The thread that runs through all of the above is communication. Your Roadmap isn’t just the static artefact(s) that spell out your intent, it is also the process by which you broadcast that intent, gather feedback, refine the intention and, as things firm up, start to turn intention into commitment.
For us, the artefact that underpinned the process was three core slides:
Themes. These are the macro pressures we see on our customers or the product at present. Good for validating what we’re generally trying to do and get feedback on any pressures we unaware of.
Current Work. A recap of the just-released version is a helpful context- setter and even at the start of a release we can be reasonably confident what we’ll deliver.
Future Work. The intent for 6–18 months out with less detail and more optionality the further out we look.
Specific presentations of the Roadmap may have more slides, but these were the key ones.
The Roadmap is presented at All Hands meetings at regular intervals and generates lots of useful feedback. Pre-pandemic we ran in-person customer events in London and New York where we presented the Roadmap and took feedback during and after the session. And more recently we’ve been running webinars for all customers and near-term prospects using the interactivity tools to generate immediate feedback. We will do individual walk-throughs of the Roadmap for prospects who are interested and the Roadmap themes are often used in other areas of the business to generate conversation about the things we think that matter with customers, prospects, industry bodies and the industry at large through conferences.
How does a Roadmap improve Agility?
This wasn’t a question I asked myself when we started to turn our Roadmap into a formal thing as it seemed natural to me that it would. But I think it is an interesting question to ask in the face of increased global uncertainty, industry changes in the shift to remote working, etc.
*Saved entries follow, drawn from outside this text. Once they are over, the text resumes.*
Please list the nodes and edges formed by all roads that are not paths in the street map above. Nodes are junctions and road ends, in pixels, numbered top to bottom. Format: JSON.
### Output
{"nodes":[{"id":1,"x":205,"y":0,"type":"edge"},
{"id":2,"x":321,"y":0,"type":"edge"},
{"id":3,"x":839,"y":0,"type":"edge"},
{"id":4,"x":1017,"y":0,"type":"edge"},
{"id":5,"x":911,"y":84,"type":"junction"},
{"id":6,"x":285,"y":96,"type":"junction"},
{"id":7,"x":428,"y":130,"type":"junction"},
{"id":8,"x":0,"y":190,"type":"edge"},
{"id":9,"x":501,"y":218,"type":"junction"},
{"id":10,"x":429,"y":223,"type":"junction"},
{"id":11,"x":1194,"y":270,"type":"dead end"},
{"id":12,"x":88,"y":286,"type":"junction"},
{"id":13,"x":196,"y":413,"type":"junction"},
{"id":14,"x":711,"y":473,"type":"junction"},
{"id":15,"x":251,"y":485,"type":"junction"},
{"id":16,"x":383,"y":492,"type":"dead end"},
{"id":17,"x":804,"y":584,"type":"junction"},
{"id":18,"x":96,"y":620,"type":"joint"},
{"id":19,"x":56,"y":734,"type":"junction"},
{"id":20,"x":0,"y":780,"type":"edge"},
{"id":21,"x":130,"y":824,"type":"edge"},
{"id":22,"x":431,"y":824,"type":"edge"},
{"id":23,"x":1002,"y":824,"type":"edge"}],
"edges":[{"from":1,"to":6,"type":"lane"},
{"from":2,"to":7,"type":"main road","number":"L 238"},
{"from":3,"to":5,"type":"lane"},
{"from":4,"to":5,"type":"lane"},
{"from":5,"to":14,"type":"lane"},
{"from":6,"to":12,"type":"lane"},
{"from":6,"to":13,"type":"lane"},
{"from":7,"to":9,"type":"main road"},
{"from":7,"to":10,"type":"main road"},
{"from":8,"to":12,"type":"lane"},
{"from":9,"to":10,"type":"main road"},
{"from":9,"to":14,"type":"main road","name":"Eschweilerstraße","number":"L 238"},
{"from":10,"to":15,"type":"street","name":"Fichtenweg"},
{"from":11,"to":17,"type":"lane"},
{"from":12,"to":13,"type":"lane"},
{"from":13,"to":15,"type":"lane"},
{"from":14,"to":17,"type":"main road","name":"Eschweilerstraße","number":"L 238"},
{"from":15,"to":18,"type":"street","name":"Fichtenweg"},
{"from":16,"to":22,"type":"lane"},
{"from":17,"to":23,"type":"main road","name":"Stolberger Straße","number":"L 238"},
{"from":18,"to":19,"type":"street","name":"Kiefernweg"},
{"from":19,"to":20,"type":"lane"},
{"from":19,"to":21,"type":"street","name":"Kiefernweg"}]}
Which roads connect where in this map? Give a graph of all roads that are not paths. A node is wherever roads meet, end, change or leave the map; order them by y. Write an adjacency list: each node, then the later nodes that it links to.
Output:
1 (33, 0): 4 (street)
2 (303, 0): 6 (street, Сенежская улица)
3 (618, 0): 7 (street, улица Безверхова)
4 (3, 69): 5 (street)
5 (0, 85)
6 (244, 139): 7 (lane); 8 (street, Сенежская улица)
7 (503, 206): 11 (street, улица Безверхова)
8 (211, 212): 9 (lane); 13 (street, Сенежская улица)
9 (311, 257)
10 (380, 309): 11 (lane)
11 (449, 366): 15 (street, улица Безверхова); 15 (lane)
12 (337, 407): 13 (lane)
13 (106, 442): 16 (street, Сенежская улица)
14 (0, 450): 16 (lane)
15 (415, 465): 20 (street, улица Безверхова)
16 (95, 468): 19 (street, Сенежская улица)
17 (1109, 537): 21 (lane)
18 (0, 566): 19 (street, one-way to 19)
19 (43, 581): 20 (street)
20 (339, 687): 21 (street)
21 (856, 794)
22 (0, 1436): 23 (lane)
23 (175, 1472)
The first thing to recognise is that, if you watched a time-lapse animation of Roadmap evolution at suitable speed, it looks like an agile process:
State your intent
Gather the feedback the statement generates
Use the feedback to refine your intent
Go to 1.
In high-stakes poker, the rules of poker remain the same it’s just that the stacks of chips are much bigger. In the Roadmap process, the rate of change for a Roadmap is over weeks and months rather than hours and days but that doesn’t make it any less agile.
The second is that this macro-agility flows ‘down’ to the day-to-day, week-to-week work. In the MiFID II case we knew that, barring some apocalyptic sideswipe, there was nothing that was more important in the next 12 months than delivering the compliance functionality. This allowed us to commit more fully in terms of time and effort spent on this work than we would on something more speculative and, consequently, the team organised itself around the work quite differently than for a ‘normal’ release. And we also varied the delivery schedule from our usual to allow customers to get their hands on all the critical core functionality well before the regulation came into effect, given them much needed certainty and allowing them to train users and set everything up well in advance of the deadline.
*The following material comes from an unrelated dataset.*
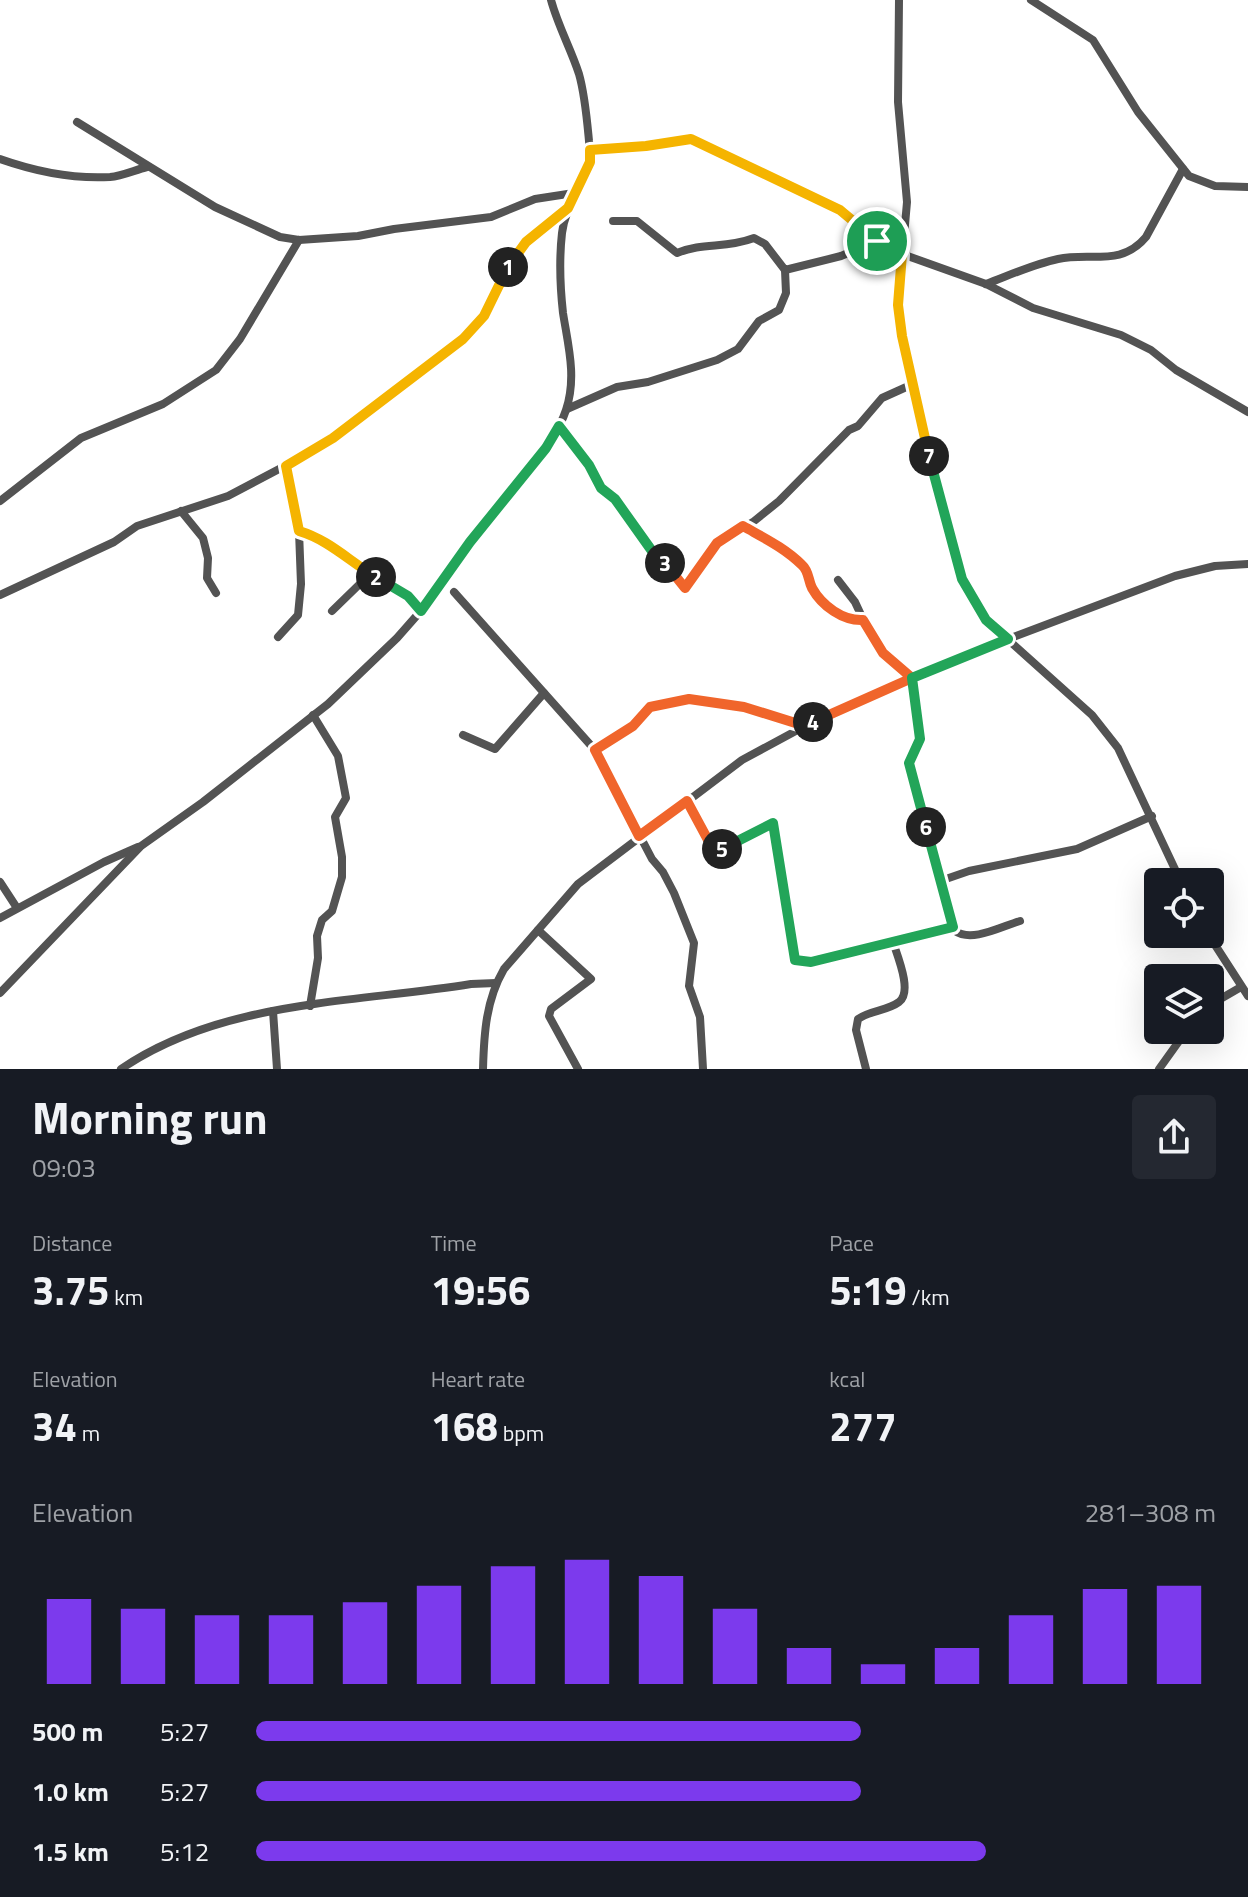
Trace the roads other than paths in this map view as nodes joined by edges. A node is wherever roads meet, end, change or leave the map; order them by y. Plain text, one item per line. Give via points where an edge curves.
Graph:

In the new business area example, we didn’t think about the delivery work until we had generated a clear demand, using that prolonged period of conversation with customers to focus exclusively on more clearly-valuable work.
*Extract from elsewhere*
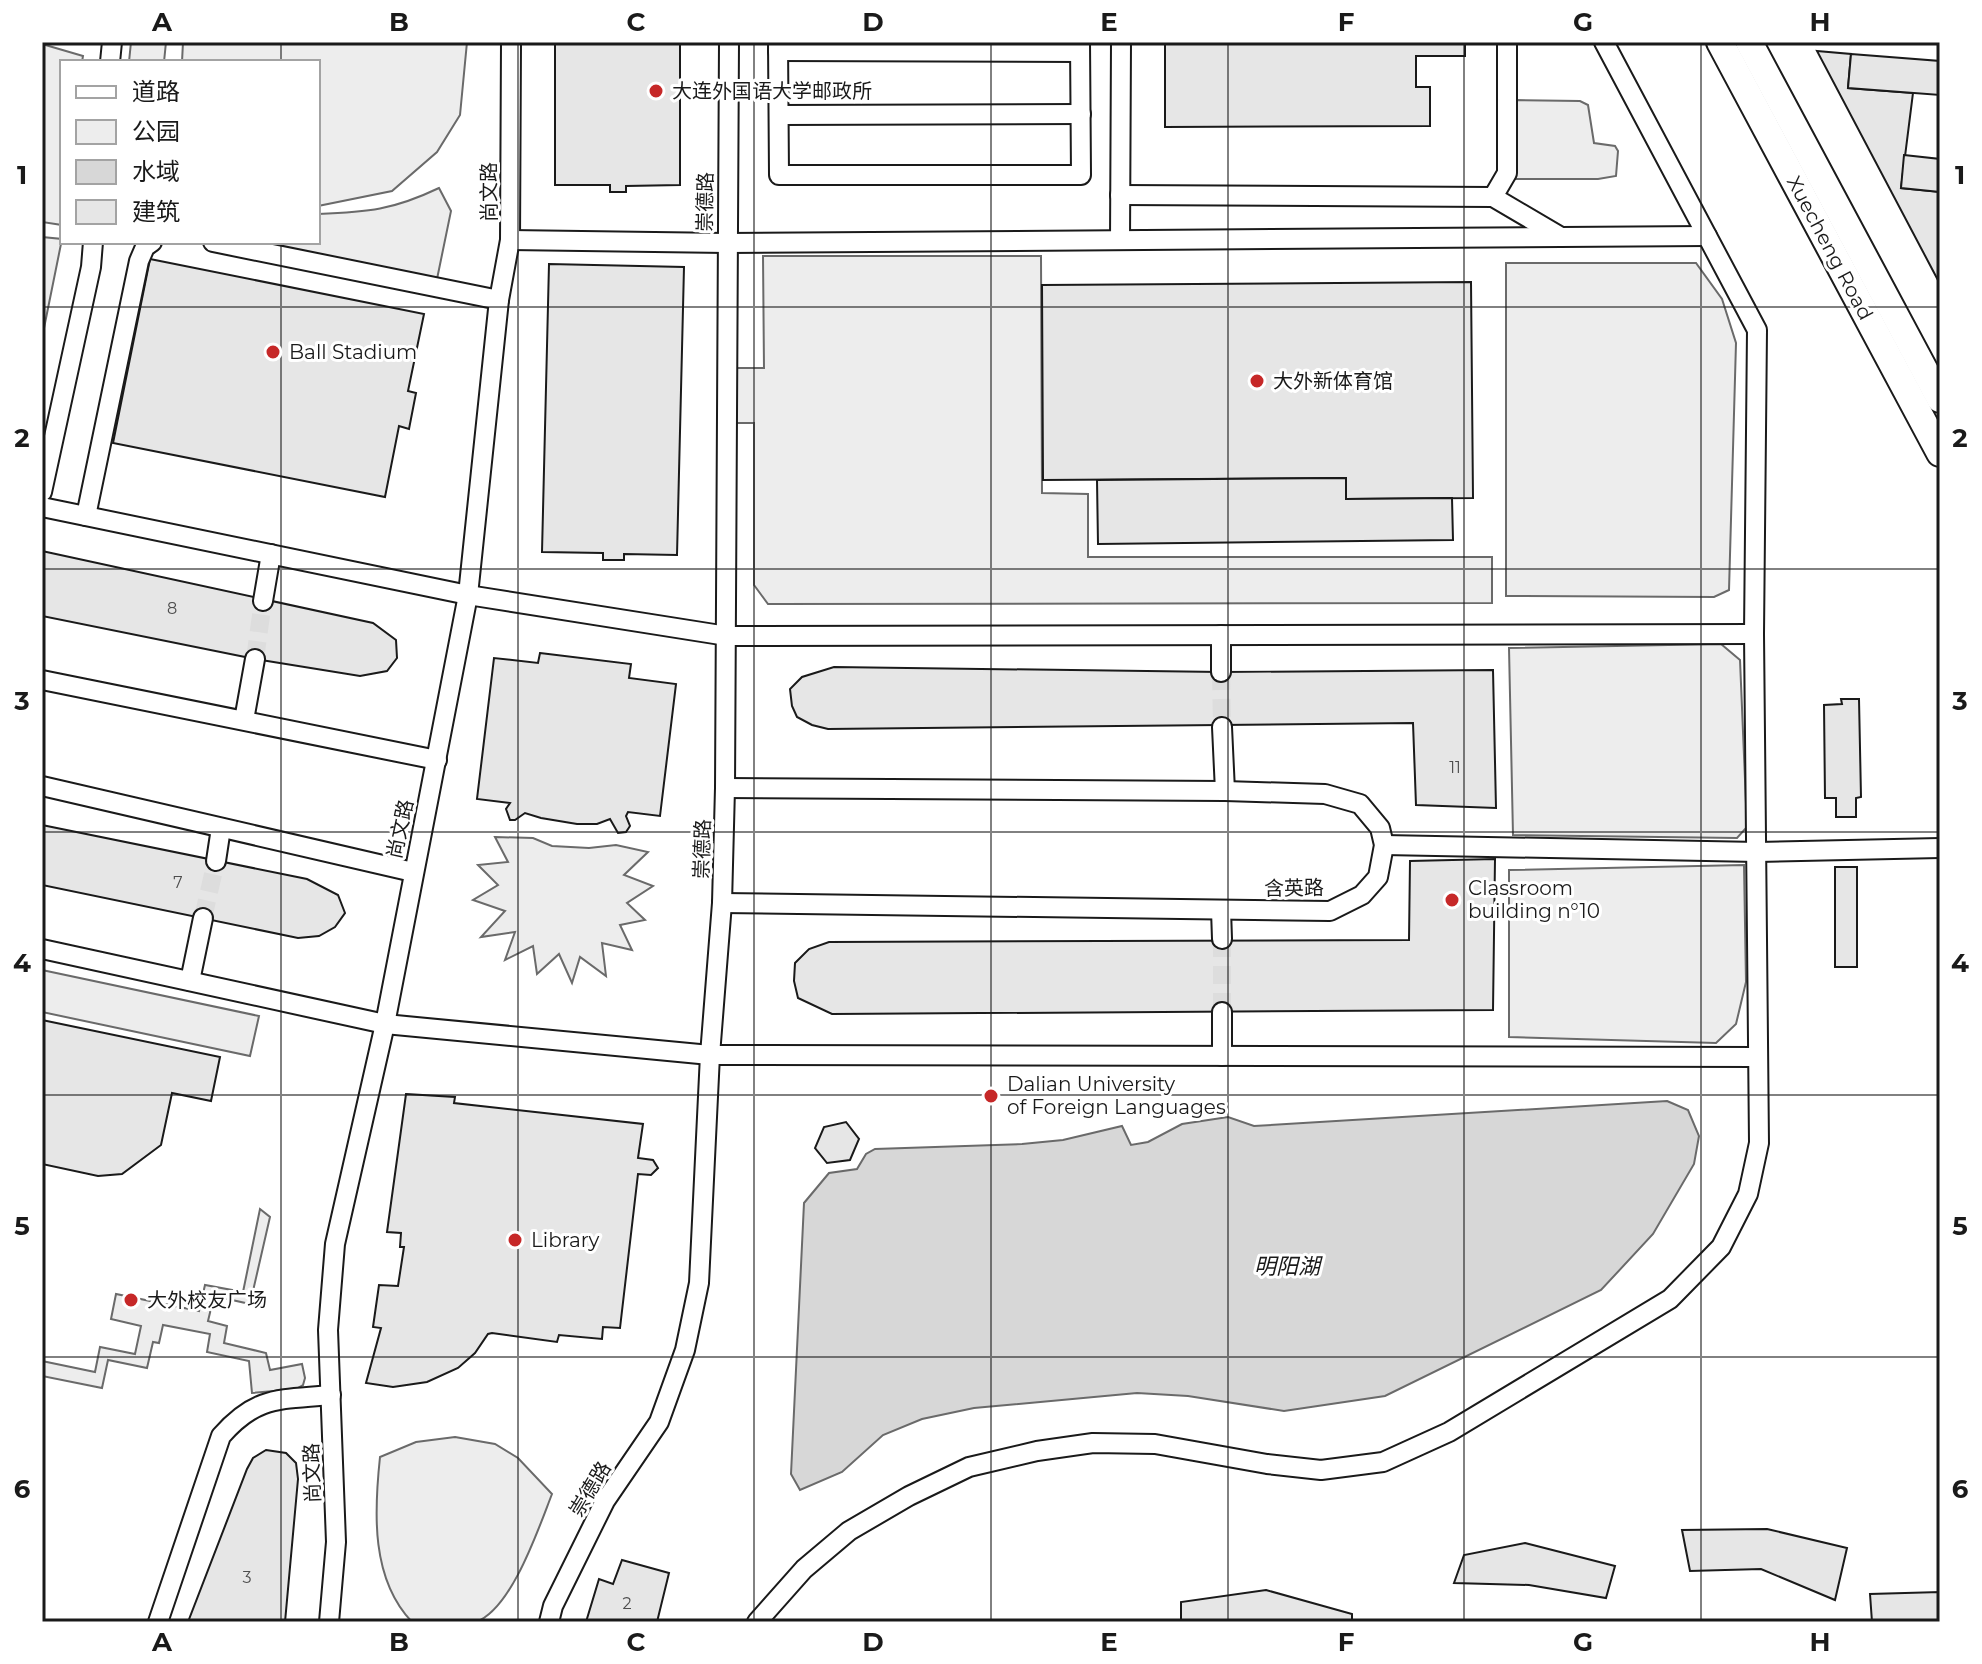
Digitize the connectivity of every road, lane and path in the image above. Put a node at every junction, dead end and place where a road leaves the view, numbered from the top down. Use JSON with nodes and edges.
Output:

Working on things of clear value, close to the point they become valuable, is a key input to an agile development team, allowing them to then iterate around the delivery work, getting feedback as they go, knowing that they’re working on the most important stuff, but still able to change direction if that changes.
The macro-agility of the Roadmap and process also flows ‘up’ to the senior management of the business. The Roadmap has to be informed by, and support the aims of, the business. Hence it becomes something shared by ‘the board’ and the development team, being clear about what we’re trying to do with the understanding that things may well change.